== YOUR TASK ==
Every line of the entries with the word "Campo" in it should be shown.
START RECORDED DATA
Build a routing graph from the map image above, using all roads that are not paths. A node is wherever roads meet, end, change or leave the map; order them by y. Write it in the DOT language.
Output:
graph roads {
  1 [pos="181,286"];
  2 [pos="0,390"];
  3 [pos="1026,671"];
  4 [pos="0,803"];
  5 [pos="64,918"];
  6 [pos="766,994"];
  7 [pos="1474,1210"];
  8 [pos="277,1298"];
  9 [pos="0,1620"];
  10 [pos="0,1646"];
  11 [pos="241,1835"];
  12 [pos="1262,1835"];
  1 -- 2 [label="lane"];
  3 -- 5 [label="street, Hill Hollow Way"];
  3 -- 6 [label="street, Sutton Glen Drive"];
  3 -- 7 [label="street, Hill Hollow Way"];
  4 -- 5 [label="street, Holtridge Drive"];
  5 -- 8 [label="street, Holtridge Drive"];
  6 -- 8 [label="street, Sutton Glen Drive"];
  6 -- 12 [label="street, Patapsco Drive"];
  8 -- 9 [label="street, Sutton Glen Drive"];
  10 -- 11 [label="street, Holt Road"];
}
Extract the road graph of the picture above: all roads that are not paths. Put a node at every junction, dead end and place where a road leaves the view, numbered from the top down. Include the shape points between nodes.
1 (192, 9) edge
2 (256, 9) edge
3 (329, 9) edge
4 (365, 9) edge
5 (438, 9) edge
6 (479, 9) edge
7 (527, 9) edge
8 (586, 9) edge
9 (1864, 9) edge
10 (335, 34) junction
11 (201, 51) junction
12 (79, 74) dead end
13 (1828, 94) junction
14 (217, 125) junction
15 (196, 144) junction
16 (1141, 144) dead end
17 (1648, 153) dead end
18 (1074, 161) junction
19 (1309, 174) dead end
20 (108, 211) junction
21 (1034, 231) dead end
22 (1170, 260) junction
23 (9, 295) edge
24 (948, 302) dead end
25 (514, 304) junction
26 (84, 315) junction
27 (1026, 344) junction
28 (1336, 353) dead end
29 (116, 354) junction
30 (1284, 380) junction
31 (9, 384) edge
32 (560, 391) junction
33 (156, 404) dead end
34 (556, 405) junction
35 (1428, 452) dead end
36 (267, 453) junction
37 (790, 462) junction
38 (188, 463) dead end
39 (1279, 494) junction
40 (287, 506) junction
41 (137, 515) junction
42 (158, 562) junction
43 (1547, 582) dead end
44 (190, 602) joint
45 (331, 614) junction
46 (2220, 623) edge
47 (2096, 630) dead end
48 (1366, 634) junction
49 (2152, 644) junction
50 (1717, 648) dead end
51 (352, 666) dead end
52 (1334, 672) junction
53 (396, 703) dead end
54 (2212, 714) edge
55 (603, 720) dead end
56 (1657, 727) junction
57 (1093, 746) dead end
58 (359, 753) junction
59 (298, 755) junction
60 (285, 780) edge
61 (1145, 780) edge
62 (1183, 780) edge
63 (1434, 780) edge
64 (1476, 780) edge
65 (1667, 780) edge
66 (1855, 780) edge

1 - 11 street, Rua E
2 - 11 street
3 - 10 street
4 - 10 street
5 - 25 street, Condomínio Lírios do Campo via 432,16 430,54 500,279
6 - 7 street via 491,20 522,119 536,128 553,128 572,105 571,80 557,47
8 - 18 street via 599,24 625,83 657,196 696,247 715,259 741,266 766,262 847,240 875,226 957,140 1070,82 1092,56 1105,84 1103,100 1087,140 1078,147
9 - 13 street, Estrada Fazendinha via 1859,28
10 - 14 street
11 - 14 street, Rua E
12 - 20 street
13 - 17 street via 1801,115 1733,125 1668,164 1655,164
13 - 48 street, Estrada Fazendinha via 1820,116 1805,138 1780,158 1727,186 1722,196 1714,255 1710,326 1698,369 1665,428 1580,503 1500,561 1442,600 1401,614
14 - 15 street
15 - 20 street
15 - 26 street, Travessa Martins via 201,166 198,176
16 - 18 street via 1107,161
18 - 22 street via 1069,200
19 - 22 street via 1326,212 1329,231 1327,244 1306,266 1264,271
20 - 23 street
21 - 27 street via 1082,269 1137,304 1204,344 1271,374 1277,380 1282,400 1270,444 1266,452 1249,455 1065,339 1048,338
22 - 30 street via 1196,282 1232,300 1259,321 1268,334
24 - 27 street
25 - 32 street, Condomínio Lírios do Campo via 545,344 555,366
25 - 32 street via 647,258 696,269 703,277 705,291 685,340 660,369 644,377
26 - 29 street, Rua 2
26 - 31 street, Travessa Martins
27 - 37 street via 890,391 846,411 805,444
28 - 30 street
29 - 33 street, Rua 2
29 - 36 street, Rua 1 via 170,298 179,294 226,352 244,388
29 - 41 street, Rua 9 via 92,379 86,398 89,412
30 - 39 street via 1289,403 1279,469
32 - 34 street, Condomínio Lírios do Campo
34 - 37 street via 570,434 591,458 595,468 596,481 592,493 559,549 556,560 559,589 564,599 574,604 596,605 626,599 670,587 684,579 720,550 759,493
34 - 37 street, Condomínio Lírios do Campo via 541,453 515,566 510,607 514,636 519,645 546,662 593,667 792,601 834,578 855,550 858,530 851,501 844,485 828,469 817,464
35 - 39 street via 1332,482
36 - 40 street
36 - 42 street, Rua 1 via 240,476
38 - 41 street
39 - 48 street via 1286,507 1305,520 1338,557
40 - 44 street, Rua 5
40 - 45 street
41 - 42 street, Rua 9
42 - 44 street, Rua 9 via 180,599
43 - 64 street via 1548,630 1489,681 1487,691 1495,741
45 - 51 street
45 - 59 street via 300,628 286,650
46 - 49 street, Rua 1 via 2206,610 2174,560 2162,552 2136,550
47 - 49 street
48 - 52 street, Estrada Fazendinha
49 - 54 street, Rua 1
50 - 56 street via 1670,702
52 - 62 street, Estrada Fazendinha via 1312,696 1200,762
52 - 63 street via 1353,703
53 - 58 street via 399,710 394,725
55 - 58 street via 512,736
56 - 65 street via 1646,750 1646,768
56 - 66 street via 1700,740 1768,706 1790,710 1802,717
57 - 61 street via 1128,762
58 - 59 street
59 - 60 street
END RECORDED DATA
== SOLVED EXERCISE ==
5 - 25 street, Condomínio Lírios do Campo via 432,16 430,54 500,279
25 - 32 street, Condomínio Lírios do Campo via 545,344 555,366
32 - 34 street, Condomínio Lírios do Campo
34 - 37 street, Condomínio Lírios do Campo via 541,453 515,566 510,607 514,636 519,645 546,662 593,667 792,601 834,578 855,550 858,530 851,501 844,485 828,469 817,464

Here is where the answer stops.